*** Opening of DATA PROVIDED ***

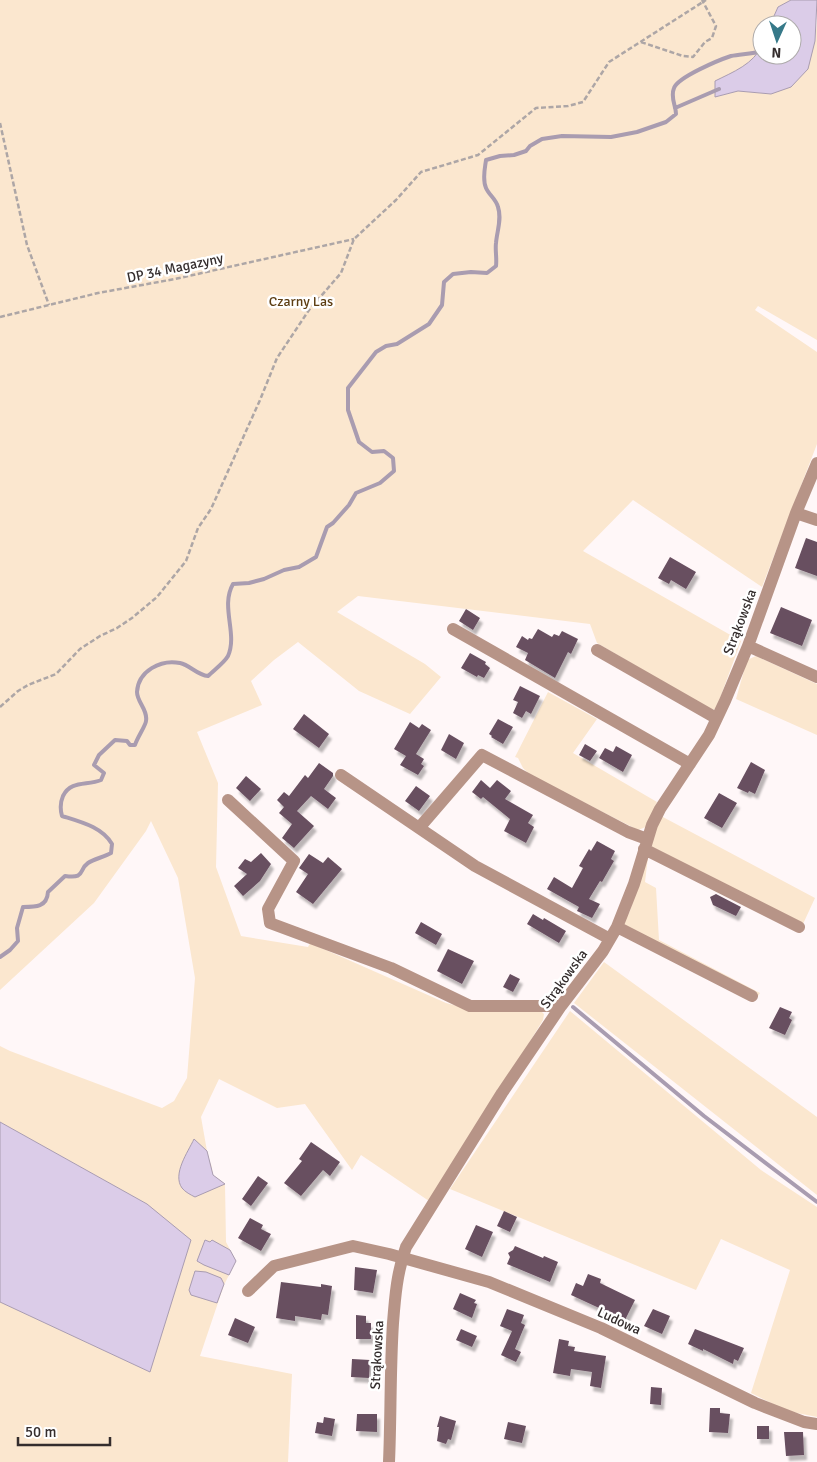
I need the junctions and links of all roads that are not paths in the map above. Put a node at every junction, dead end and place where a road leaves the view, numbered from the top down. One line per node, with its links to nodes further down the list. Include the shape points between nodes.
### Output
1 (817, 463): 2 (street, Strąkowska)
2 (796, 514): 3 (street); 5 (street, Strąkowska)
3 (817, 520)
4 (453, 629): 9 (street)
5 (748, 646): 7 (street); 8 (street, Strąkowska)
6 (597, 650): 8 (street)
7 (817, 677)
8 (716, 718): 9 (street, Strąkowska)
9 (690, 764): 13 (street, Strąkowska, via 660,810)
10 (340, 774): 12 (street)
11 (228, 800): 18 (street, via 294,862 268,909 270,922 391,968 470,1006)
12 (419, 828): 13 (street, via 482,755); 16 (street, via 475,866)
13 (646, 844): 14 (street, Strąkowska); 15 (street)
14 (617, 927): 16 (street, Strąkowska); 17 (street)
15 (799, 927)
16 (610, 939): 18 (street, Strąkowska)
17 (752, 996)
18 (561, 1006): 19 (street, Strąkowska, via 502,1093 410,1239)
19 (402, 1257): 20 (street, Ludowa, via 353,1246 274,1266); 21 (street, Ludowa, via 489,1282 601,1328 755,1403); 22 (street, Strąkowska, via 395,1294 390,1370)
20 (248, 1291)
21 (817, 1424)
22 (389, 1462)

*** Close of DATA PROVIDED ***

WHAT YOU ARE ASKED TO DO
Apart from the images, the entries above must be returned without alteration.

SOLUTION TO THIS TASK
I need the junctions and links of all roads that are not paths in the map above. Put a node at every junction, dead end and place where a road leaves the view, numbered from the top down. One line per node, with its links to nodes further down the list. Include the shape points between nodes.
### Output
1 (817, 463): 2 (street, Strąkowska)
2 (796, 514): 3 (street); 5 (street, Strąkowska)
3 (817, 520)
4 (453, 629): 9 (street)
5 (748, 646): 7 (street); 8 (street, Strąkowska)
6 (597, 650): 8 (street)
7 (817, 677)
8 (716, 718): 9 (street, Strąkowska)
9 (690, 764): 13 (street, Strąkowska, via 660,810)
10 (340, 774): 12 (street)
11 (228, 800): 18 (street, via 294,862 268,909 270,922 391,968 470,1006)
12 (419, 828): 13 (street, via 482,755); 16 (street, via 475,866)
13 (646, 844): 14 (street, Strąkowska); 15 (street)
14 (617, 927): 16 (street, Strąkowska); 17 (street)
15 (799, 927)
16 (610, 939): 18 (street, Strąkowska)
17 (752, 996)
18 (561, 1006): 19 (street, Strąkowska, via 502,1093 410,1239)
19 (402, 1257): 20 (street, Ludowa, via 353,1246 274,1266); 21 (street, Ludowa, via 489,1282 601,1328 755,1403); 22 (street, Strąkowska, via 395,1294 390,1370)
20 (248, 1291)
21 (817, 1424)
22 (389, 1462)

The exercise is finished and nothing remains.